Representatives of the union held a meeting earlier this month and decided to start certifying food bloggers. A rep said, there are about 500 food bloggers in Pune itself and only 25% of them are genuine. In the eyes of hotel and restaurant owners who are NUHII members, common reviewers who are not food experts or chefs post critical reviews without the required knowledge of the subject and thus hurt their image. Some reviewers, they say, blackmail them too.

The union also seems to be cut up with quick reviews on social media and aggregation sites, where users tend to make comments based on their one-off bad experience and ignore making comments when they are satisfied.

One of the biggest aggregator, Zomato, some years back put formulas in place to filter and hide what it perceived as biased comments by users. In its blog post, Zomato said that since bias comes through not only deliberate criticism but also paid reviews, the platform would keep upgrading its systems to beat bias.


food blogger, hotel reviews

The other side of the coin

I must have browsed hundreds of food bloggers, including Indian, for my blogging research. I find that mainstream food bloggers are usually passionate about cooking, recipes, nutrition etc. They need to be taken separately from the casual ones on social media platform, spammers, users and commenters. 

Blogging has its own ills, and a few bloggers (and social media influencers) might be using their big social presence and following to ask for money or freebies and even to blackmail hoteliers and restaurateurs. But most others have been doing blogging with commitment and fairplay. Their criticism may not be palatable to the hotel and restaurant owners but they must learn to swallow it.

There are also these questions: Who authorizes one of the many industry bodies to register bloggers?
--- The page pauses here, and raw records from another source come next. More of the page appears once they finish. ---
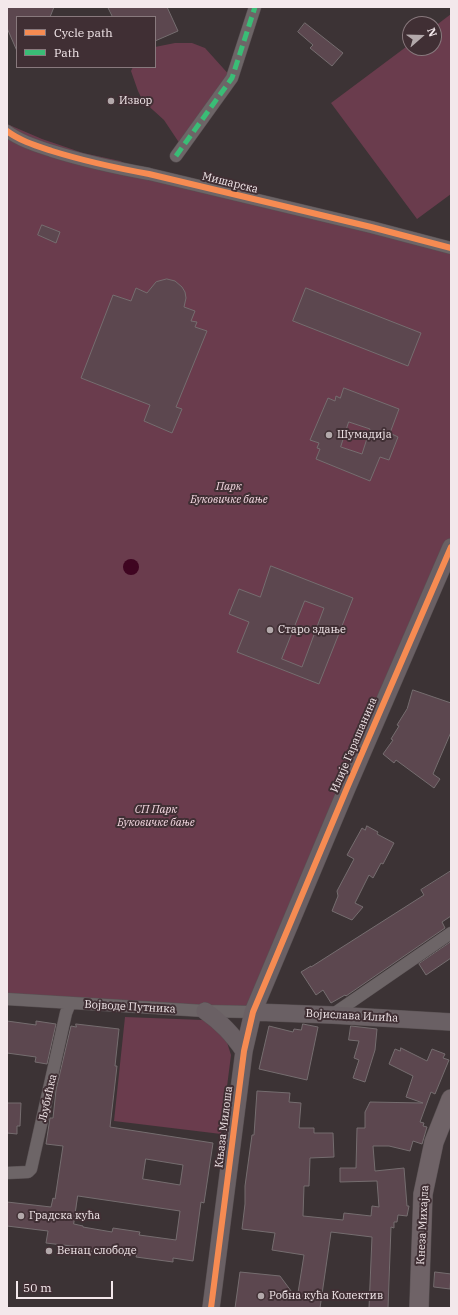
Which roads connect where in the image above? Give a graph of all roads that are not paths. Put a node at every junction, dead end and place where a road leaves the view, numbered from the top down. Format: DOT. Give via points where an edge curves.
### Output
graph roads {
  1 [pos="255,7"];
  2 [pos="7,130"];
  3 [pos="176,156"];
  4 [pos="451,248"];
  5 [pos="449,558"];
  6 [pos="451,932"];
  7 [pos="278,953"];
  8 [pos="7,999"];
  9 [pos="70,1003"];
  10 [pos="205,1011"];
  11 [pos="253,1012"];
  12 [pos="332,1015"];
  13 [pos="451,1022"];
  14 [pos="244,1051"];
  15 [pos="451,1098"];
  16 [pos="7,1173"];
  17 [pos="211,1308"];
  18 [pos="419,1308"];
  1 -- 3 [label="street" via="232,78"];
  2 -- 4 [label="street, Мишарска" via="34,145 76,159 149,174"];
  5 -- 7 [label="street, Илије Гарашанина" via="353,774"];
  6 -- 12 [label="street"];
  7 -- 11 [label="street, Књаза Милоша"];
  8 -- 9 [label="street, Војводе Путника"];
  9 -- 10 [label="street, Војводе Путника"];
  9 -- 16 [label="street, Љубићка" via="31,1169 28,1172"];
  10 -- 11 [label="street, Војводе Путника"];
  10 -- 14 [label="street" via="231,1032"];
  11 -- 12 [label="street, Војислава Илића"];
  11 -- 14 [label="street, Књаза Милоша"];
  12 -- 13 [label="street, Војислава Илића"];
  14 -- 17 [label="street, Књаза Милоша"];
  15 -- 18 [label="main road, Кнеза Михајла" via="434,1142 423,1194"];
}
Will registration of publishers by an industry body not be seen as a ploy to stop criticism? What if a registered blogger decides to write a highly critical review? Who defines what is genuine and reasonable criticism, and what is defamation?

I think, bloggers as a group, and also commenters and non-blogging reviewers, have an upper hand here. An industry body cannot act to suppress criticism. However, if someone deliberately defames or blackmails a firm, that firm has all the legal right to sue the blogger; the industry body would in that case be in its right to support the firm.